§ **EXCERPTED RECORDS**:
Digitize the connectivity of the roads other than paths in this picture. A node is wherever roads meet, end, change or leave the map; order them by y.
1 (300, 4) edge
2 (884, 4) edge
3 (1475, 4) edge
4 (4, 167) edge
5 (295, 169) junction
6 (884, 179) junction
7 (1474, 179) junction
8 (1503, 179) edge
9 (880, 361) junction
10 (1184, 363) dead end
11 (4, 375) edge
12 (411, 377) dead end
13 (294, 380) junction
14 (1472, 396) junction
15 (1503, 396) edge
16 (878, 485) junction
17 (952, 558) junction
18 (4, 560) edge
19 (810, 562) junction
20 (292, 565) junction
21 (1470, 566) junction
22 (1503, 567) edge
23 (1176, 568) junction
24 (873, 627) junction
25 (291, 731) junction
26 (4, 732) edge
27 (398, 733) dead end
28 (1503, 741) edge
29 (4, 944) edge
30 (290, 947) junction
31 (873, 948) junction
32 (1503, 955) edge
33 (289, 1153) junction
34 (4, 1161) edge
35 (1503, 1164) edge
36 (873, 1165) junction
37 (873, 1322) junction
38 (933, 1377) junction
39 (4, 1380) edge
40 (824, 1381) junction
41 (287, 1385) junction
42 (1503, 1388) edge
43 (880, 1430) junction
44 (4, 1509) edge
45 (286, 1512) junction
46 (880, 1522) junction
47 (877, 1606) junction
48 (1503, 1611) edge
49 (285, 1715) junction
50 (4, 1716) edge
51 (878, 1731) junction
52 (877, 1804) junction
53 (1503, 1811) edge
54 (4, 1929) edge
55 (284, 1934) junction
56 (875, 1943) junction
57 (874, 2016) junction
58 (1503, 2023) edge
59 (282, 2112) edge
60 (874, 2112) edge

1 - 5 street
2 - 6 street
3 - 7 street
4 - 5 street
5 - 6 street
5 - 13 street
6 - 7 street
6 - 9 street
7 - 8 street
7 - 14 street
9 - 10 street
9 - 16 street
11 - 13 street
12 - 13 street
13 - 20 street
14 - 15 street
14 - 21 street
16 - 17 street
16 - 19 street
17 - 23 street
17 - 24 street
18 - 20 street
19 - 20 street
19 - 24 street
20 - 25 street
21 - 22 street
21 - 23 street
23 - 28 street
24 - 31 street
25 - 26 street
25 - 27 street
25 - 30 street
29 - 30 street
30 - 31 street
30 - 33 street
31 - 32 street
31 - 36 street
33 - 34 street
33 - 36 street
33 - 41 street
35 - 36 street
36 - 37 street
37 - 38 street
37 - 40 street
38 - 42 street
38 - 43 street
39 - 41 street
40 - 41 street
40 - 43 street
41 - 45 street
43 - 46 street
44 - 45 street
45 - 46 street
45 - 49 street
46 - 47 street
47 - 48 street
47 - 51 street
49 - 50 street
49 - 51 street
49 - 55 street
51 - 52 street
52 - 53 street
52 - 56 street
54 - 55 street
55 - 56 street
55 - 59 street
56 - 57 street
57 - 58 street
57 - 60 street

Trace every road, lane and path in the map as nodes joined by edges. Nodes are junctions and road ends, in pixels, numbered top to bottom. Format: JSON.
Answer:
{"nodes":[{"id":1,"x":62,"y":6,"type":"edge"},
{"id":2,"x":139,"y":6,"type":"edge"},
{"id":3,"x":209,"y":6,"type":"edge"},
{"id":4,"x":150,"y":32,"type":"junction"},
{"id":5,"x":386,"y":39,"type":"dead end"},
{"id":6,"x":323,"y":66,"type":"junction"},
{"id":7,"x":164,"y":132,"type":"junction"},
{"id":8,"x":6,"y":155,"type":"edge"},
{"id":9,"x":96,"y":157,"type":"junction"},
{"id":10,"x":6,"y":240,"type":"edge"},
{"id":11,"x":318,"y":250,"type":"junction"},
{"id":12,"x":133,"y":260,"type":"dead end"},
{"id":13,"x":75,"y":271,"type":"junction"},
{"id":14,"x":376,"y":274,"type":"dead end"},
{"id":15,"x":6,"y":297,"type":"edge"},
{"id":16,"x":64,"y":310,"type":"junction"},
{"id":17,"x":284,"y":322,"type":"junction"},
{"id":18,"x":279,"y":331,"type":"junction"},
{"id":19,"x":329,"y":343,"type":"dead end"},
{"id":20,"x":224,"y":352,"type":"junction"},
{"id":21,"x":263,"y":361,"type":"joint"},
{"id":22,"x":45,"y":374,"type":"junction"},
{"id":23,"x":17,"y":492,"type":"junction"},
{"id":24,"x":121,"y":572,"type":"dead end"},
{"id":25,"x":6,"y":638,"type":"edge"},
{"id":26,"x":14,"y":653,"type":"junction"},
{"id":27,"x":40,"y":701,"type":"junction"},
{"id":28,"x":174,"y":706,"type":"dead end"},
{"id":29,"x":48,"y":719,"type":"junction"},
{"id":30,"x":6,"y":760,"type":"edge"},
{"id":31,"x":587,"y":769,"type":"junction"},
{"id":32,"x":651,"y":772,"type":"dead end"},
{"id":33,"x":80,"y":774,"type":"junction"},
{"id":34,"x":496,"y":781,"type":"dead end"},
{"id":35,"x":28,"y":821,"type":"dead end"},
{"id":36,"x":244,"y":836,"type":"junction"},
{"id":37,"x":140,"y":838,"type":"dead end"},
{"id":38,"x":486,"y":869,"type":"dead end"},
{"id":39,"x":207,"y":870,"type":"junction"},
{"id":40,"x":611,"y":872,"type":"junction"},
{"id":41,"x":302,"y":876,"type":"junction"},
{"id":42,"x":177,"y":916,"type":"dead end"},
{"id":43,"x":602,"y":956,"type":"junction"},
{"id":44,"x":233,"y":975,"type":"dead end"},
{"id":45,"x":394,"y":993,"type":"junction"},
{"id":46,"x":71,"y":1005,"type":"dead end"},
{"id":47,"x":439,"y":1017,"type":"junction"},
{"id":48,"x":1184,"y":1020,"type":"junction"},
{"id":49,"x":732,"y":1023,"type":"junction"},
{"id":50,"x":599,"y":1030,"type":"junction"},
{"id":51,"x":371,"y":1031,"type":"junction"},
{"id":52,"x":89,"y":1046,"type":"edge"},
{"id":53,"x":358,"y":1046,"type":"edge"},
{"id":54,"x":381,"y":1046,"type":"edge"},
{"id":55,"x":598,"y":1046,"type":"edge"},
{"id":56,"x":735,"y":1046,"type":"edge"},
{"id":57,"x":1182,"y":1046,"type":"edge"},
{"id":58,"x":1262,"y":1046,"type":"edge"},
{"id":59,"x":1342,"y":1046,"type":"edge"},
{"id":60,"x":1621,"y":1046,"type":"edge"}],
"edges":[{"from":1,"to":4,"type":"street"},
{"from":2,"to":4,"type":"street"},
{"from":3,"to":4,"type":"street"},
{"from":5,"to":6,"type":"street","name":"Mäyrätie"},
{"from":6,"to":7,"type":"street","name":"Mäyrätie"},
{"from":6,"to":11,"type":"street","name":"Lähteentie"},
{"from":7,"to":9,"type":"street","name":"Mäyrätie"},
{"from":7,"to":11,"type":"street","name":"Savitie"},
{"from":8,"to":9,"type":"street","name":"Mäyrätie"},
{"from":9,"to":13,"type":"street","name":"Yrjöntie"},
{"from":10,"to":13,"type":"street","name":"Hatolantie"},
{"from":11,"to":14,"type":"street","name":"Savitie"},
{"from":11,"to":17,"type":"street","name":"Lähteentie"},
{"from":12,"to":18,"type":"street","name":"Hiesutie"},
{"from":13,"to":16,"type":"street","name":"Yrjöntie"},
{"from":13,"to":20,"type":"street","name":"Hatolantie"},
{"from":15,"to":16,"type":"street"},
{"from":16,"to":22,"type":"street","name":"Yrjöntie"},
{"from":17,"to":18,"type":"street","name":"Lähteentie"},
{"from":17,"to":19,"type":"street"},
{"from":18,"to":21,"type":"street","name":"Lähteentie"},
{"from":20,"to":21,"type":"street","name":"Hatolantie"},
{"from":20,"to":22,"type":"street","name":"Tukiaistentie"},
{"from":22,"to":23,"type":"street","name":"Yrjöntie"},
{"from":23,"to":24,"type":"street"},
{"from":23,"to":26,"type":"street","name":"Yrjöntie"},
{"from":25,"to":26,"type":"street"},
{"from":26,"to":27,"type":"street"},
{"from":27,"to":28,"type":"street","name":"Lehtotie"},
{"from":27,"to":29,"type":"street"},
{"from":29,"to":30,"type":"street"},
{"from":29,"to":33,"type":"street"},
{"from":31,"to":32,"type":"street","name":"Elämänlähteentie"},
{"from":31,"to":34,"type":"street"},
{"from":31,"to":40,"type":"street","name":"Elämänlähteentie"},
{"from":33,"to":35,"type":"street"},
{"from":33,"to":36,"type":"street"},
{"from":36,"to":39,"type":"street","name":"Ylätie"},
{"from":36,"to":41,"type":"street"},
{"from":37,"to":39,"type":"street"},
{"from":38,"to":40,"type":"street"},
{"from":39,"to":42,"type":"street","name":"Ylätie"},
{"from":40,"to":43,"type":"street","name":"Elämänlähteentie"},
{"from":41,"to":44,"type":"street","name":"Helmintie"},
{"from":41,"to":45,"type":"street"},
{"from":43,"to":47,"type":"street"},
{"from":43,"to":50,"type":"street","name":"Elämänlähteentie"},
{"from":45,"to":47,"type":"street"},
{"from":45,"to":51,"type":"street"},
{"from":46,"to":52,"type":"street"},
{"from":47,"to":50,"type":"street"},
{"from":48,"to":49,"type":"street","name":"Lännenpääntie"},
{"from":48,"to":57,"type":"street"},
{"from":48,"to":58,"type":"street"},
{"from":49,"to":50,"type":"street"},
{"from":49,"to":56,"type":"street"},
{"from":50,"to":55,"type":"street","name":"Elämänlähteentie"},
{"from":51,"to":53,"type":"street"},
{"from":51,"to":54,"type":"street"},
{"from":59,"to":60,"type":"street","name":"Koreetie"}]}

§ **TASK TO CARRY OUT**:
Each line of the listing that holds the string "Elämänlähteentie" counts once; state how many there are, with nothing added.

§ **REPLY TO THE TASK**:
5